#### [Exercise prompt]
Would you copy out each line of the records below that includes the word "graph"?

--- START ---

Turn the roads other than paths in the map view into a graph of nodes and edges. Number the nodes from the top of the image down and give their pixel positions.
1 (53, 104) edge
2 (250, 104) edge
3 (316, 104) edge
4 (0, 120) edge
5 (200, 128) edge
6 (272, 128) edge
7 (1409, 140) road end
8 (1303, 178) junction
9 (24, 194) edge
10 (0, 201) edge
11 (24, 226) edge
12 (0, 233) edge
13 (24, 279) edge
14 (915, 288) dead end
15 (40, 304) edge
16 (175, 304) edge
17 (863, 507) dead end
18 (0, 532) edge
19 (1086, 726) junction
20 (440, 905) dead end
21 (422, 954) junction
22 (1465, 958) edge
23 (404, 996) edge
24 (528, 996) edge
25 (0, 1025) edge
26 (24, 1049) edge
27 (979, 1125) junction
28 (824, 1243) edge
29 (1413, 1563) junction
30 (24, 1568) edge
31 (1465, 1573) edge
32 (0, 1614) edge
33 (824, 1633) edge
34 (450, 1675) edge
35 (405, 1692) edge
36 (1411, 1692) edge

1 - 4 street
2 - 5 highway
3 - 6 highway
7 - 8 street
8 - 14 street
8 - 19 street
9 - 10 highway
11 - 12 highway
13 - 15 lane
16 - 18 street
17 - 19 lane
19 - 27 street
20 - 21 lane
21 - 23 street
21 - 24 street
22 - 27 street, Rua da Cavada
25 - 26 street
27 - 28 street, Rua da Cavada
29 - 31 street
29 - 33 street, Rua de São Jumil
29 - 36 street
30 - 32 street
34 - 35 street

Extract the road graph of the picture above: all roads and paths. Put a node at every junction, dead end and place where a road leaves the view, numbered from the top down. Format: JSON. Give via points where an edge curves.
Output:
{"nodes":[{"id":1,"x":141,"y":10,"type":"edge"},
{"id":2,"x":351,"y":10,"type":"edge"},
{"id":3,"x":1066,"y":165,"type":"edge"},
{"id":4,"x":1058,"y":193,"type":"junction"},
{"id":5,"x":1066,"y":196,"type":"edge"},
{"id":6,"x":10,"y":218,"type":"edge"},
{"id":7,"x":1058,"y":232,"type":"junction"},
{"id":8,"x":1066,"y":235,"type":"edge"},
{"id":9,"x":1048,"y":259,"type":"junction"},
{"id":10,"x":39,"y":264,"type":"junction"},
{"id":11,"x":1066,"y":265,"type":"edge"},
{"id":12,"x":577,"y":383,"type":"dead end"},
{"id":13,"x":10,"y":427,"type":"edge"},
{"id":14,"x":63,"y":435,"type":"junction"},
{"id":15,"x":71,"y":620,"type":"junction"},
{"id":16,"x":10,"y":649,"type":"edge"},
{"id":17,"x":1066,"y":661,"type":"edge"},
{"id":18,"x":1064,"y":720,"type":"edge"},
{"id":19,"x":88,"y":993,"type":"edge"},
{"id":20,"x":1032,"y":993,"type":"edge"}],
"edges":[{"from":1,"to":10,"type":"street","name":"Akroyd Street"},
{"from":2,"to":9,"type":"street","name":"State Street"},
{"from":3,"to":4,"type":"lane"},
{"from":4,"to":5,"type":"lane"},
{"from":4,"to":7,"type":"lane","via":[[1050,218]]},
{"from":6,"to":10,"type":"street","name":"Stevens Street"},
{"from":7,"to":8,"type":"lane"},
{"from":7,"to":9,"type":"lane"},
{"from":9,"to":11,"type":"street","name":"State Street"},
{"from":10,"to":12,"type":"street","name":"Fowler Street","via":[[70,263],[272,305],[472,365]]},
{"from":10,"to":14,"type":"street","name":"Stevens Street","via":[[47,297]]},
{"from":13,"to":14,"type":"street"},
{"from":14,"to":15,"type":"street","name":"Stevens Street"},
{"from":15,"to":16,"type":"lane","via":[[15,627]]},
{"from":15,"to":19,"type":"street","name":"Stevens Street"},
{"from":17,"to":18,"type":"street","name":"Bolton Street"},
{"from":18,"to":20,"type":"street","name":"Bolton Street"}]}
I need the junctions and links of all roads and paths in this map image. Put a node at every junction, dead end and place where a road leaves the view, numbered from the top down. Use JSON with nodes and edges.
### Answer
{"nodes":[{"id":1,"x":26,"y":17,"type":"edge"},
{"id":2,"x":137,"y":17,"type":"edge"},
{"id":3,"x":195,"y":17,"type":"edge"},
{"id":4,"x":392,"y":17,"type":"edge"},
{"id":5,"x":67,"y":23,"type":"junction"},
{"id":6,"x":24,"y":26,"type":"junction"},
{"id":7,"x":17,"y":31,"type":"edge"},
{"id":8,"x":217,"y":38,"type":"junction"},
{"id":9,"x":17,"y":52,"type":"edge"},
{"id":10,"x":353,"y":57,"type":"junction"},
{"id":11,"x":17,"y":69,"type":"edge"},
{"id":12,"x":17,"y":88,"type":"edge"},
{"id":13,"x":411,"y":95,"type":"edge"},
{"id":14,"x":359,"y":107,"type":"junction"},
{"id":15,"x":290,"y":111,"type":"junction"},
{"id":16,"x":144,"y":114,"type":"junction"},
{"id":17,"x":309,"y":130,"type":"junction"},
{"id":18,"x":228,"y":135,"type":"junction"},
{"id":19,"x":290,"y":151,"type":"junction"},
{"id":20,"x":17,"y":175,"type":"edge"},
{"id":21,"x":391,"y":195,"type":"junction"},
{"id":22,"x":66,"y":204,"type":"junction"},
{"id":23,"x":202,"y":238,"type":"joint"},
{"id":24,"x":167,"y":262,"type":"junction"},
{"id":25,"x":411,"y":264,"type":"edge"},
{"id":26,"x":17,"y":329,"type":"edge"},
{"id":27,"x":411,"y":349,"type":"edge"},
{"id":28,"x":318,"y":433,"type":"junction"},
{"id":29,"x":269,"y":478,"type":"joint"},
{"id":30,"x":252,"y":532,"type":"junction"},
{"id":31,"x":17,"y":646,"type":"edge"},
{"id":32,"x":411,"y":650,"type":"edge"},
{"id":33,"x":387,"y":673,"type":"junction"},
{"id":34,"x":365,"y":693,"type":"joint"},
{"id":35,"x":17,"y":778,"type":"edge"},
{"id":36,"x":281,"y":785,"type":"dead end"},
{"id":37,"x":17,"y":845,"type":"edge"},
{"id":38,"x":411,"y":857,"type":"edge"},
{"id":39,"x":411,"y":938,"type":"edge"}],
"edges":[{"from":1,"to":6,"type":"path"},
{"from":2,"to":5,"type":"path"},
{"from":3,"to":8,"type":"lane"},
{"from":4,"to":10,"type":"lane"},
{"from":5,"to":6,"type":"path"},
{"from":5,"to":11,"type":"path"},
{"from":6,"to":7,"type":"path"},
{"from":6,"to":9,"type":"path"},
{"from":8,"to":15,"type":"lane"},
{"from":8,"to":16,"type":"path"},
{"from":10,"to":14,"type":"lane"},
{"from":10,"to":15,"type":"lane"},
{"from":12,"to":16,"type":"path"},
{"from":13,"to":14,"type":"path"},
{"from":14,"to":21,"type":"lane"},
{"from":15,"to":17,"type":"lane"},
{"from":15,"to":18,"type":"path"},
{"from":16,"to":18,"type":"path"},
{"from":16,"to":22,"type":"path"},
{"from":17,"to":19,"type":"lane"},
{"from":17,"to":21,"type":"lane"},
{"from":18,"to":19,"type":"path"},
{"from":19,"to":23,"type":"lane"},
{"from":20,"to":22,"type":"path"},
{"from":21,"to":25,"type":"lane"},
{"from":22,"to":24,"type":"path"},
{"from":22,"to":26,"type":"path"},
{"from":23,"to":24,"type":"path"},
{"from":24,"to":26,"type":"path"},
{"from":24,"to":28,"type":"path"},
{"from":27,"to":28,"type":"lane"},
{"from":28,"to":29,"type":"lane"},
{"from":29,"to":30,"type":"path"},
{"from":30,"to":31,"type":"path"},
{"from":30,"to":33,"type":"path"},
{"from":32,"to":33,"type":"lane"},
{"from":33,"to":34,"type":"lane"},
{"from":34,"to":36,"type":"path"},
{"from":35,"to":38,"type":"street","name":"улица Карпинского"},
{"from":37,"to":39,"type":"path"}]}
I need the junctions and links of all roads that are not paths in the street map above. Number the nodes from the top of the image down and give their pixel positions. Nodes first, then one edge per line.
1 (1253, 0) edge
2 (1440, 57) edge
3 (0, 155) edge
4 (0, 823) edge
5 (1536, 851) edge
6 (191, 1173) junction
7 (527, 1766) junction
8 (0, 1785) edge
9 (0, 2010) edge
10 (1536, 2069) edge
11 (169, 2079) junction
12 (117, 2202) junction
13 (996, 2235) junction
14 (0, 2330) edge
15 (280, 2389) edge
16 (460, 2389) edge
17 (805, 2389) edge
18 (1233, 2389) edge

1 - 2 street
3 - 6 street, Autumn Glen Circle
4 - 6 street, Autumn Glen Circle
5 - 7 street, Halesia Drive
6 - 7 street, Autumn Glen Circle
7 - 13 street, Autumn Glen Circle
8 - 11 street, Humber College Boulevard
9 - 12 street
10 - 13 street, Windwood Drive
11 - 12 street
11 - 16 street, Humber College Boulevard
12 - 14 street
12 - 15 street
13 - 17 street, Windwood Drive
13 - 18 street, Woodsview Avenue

--- END ---

#### [Problem solution]
Turn the roads other than paths in the map view into a graph of nodes and edges. Number the nodes from the top of the image down and give their pixel positions.
Extract the road graph of the picture above: all roads and paths. Put a node at every junction, dead end and place where a road leaves the view, numbered from the top down. Format: JSON. Give via points where an edge curves.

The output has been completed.